2月13日、東京地裁で一回口頭弁論が開かれたが、オリコン側が19人もの弁護士をかき集めながら、弁論の数日前に起こされた烏賀陽氏からの反訴にまったく対応できていない様子(早くも引き伸ばし作戦で兵糧攻めを狙っているのかもしれないが)。それに対し、烏賀陽氏の支援の輪は、2月10日にフランスの世界的NGO「国境なき記者団」が、烏賀陽支持とオリコン社長に訴訟を断念するよう勧告、16日には、同じくフランス有力紙「リベラシオン」にも1頁を埋める紹介記事が載った。
また19日には、国内でも出版労連(出版社の労働組合の連合体)が、烏賀陽氏への「不当な訴訟を取り下げ、謝罪することをオリコンに強く求める」声明を発表するなど、烏賀陽支持は世界的な広がりを見せている。
このように書くと、オリコンは、皮肉にも烏賀陽氏の名声に拍車を掛けているだけのように見えるかもしれない。
しかし、このような支援の声の一方、対照的なのは、国内マスコミがほとんどと言ってよいほど沈黙の構えを見せていることだ。新聞はまだしも、TV関係からは、烏賀陽氏に、一本の問い合わせもないそうだ。すでにお気づきかもしれないが、マスメディアは、そのほとんどが、オリコンとの取引先であり、オリコンからヒットチャートのデータ提供を受けている。あまつさえ、オリコン側の弁護士が「こんな訴訟、どこも記事にしませんよ」と自信ありげに放言しているそうだ。
もしかすると、オリコンは、まだ烏賀陽氏サイドを甘く見ているのかもしれない。しかし、企業の恫喝的訴訟に、しばしば見られる傾向だが、彼らの目的は、必ずしも勝訴ではなく、相手を疲弊させ沈黙させることだ。
そう、少なくともマスメディアは、すでにいろいろなことに対して沈黙している。良心的なマスコミ関係者も少なくないはずだが、反応を起こさないままならば、「良心的に眠っている」(原寿雄・元共同通信主幹)と言われても仕方がない。
もっとも、ここでしたり顔でマスコミ批判をしたいわけではない。そんなヒマがあれば、もっと面白いことをしよう。そう、マスコミが語らない領域にこそ、真にリアルなこと、面白いことがある。
そんな思いを強くしたのが、たとえば2月24日、25日に沖縄・辺野古で開催されたピース・ミュージック・フェスタだった。

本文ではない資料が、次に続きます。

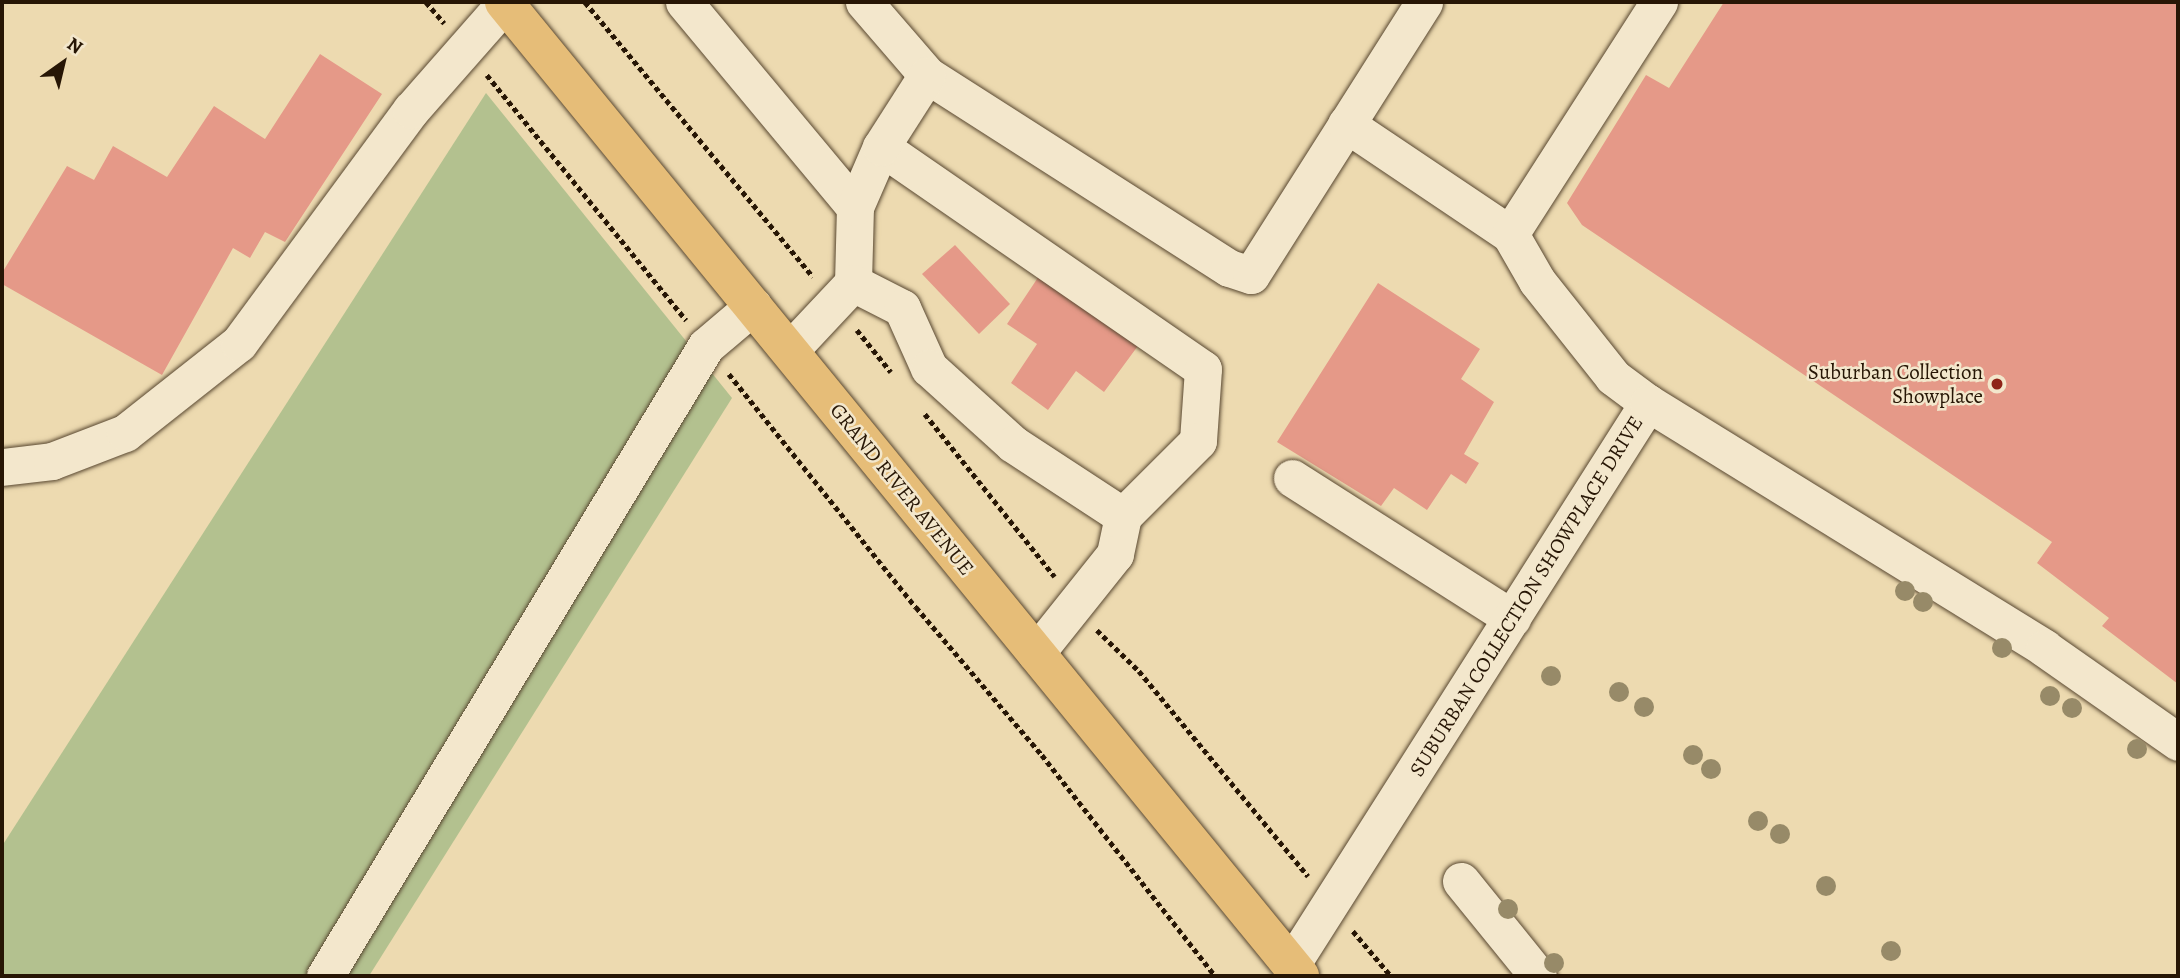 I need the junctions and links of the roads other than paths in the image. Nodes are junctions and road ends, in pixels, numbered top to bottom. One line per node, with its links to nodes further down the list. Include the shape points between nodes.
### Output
1 (505, 2): 12 (main road, GRAND RIVER AVENUE); 15 (lane, via 411,110 239,343 125,433 52,461)
2 (684, 2): 9 (lane)
3 (864, 2): 6 (lane)
4 (1424, 2): 7 (lane)
5 (1659, 2): 10 (lane)
6 (927, 75): 7 (lane, via 1229,268 1251,275); 8 (lane)
7 (1346, 124): 10 (lane)
8 (881, 147): 9 (lane); 17 (lane, via 1203,369 1198,441)
9 (855, 206): 11 (lane)
10 (1510, 234): 14 (lane, via 1537,281 1613,377)
11 (844, 293): 13 (lane); 17 (lane, via 902,308 929,368 1013,444)
12 (753, 306): 13 (main road, GRAND RIVER AVENUE); 23 (lane, via 706,346)
13 (790, 350): 19 (main road, GRAND RIVER AVENUE)
14 (1648, 403): 18 (lane, SUBURBAN COLLECTION SHOWPLACE DRIVE); 20 (lane, SUBURBAN COLLECTION SHOWPLACE DRIVE, via 2044,648)
15 (2, 467)
16 (1292, 478): 18 (lane)
17 (1122, 516): 19 (lane, via 1115,554)
18 (1512, 618): 22 (lane, SUBURBAN COLLECTION SHOWPLACE DRIVE, via 1330,903)
19 (1036, 653): 22 (main road, GRAND RIVER AVENUE)
20 (2178, 742)
21 (1461, 881): 24 (lane)
22 (1295, 971)
23 (325, 976)
24 (1538, 976)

ご存知のように、すでに米軍キャンプシュワブが存在する辺野古では、さらに普天間基地の代替施設の受け入れの是非を巡って、地元を二分する葛藤に苛まれてきた。当初の沖合いの案を、草の根の反対運動で防いできたと思いきや、米軍再編のあおりで、唐突にV字滑走路という「日米の合意」が発表された。その後の県知事選は、反対派の候補が敗れたが、賛成にせよ、反対にせよ、苦く重い葛藤を地元の人々は負わされている。押し付けているのは、言うまでもなく、日米政府と、その国民たちだ。

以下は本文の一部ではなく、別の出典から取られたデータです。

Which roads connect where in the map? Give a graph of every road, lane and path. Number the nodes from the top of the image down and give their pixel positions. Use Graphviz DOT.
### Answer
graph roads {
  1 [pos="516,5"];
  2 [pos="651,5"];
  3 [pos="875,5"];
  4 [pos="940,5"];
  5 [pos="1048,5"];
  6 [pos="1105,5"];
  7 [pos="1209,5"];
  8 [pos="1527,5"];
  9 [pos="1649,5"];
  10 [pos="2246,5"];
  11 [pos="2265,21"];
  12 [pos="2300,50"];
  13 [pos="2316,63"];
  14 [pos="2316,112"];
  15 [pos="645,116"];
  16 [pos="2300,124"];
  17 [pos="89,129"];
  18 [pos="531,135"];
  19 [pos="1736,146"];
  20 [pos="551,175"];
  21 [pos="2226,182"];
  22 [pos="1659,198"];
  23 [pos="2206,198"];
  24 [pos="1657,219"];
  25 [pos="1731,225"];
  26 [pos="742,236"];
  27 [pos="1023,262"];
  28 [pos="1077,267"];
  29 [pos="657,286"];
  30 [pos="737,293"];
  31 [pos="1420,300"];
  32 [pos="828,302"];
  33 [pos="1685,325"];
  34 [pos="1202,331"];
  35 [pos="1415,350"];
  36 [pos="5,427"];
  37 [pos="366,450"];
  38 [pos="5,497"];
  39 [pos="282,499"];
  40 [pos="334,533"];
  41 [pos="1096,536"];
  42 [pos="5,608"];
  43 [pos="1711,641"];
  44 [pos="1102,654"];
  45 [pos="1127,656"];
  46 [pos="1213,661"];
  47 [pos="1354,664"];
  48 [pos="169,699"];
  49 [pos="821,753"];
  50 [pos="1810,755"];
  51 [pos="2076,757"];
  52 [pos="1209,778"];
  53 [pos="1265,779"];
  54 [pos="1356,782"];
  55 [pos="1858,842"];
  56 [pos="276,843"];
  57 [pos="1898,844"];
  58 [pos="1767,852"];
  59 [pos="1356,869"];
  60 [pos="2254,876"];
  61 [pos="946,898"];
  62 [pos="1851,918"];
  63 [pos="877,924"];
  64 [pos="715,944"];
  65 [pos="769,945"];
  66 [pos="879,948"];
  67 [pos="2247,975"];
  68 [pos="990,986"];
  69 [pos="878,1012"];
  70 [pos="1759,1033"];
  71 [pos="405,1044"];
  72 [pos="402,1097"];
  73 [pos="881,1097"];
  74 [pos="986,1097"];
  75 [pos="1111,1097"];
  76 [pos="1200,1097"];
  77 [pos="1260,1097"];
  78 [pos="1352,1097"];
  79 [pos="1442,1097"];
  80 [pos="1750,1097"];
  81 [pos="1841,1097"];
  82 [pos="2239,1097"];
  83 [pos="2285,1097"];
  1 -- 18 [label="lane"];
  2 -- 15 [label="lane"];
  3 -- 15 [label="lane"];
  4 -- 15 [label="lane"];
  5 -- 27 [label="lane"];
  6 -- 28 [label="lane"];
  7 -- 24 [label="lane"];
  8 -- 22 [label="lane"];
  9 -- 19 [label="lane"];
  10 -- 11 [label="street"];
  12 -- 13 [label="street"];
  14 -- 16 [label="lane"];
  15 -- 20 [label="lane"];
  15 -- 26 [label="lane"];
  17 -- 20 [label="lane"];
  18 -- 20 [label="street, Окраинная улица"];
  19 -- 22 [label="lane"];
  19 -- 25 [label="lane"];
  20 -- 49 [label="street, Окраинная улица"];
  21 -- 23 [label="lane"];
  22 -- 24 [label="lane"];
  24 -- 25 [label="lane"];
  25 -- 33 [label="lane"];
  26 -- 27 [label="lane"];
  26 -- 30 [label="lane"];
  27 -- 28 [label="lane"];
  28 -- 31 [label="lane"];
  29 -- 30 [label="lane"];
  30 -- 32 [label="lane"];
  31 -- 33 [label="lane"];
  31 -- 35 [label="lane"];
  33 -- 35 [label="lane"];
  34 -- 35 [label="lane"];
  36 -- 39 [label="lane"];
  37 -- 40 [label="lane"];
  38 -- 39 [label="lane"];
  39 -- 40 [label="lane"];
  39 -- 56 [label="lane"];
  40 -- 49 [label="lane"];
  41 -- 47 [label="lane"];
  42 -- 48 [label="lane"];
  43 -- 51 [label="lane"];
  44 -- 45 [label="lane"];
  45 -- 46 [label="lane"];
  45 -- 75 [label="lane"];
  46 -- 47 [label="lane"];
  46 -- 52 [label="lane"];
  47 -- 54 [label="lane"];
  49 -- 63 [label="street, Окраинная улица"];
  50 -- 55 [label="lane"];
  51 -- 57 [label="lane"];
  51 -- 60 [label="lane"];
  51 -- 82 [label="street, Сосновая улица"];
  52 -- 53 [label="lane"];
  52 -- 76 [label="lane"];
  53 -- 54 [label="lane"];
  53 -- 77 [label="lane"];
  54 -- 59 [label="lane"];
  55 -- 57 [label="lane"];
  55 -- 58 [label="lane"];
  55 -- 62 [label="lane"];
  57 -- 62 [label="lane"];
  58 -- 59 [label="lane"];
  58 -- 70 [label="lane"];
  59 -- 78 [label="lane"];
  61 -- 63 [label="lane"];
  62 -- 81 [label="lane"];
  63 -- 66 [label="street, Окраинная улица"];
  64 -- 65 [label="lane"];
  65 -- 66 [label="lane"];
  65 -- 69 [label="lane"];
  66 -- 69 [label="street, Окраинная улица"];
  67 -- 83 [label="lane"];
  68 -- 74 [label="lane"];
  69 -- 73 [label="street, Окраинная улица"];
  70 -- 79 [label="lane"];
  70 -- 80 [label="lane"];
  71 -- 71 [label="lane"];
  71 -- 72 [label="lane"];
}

その辺野古で、既成の政治的組織などの、しがらみをさけつつ、音楽の力だけで、基地をなくし、辺野古の自然を守ろうという行動が、ピースミュージックフェスタだ。
すでに、去年、レゲエ好きな人々によって第一回目が、土砂降りにも関わらず700人の結集で成功裡に開催されていたが、今年、さらに、沖縄に移住して3年目のソウルフラワーユニオン(モノノケサミット)伊丹英子と、沖縄新世代の注目株・知花竜海(DUTY FREE SHOPP.)の参画で、ジャンル不問で、2日間のイベントに拡大開催されたのだ。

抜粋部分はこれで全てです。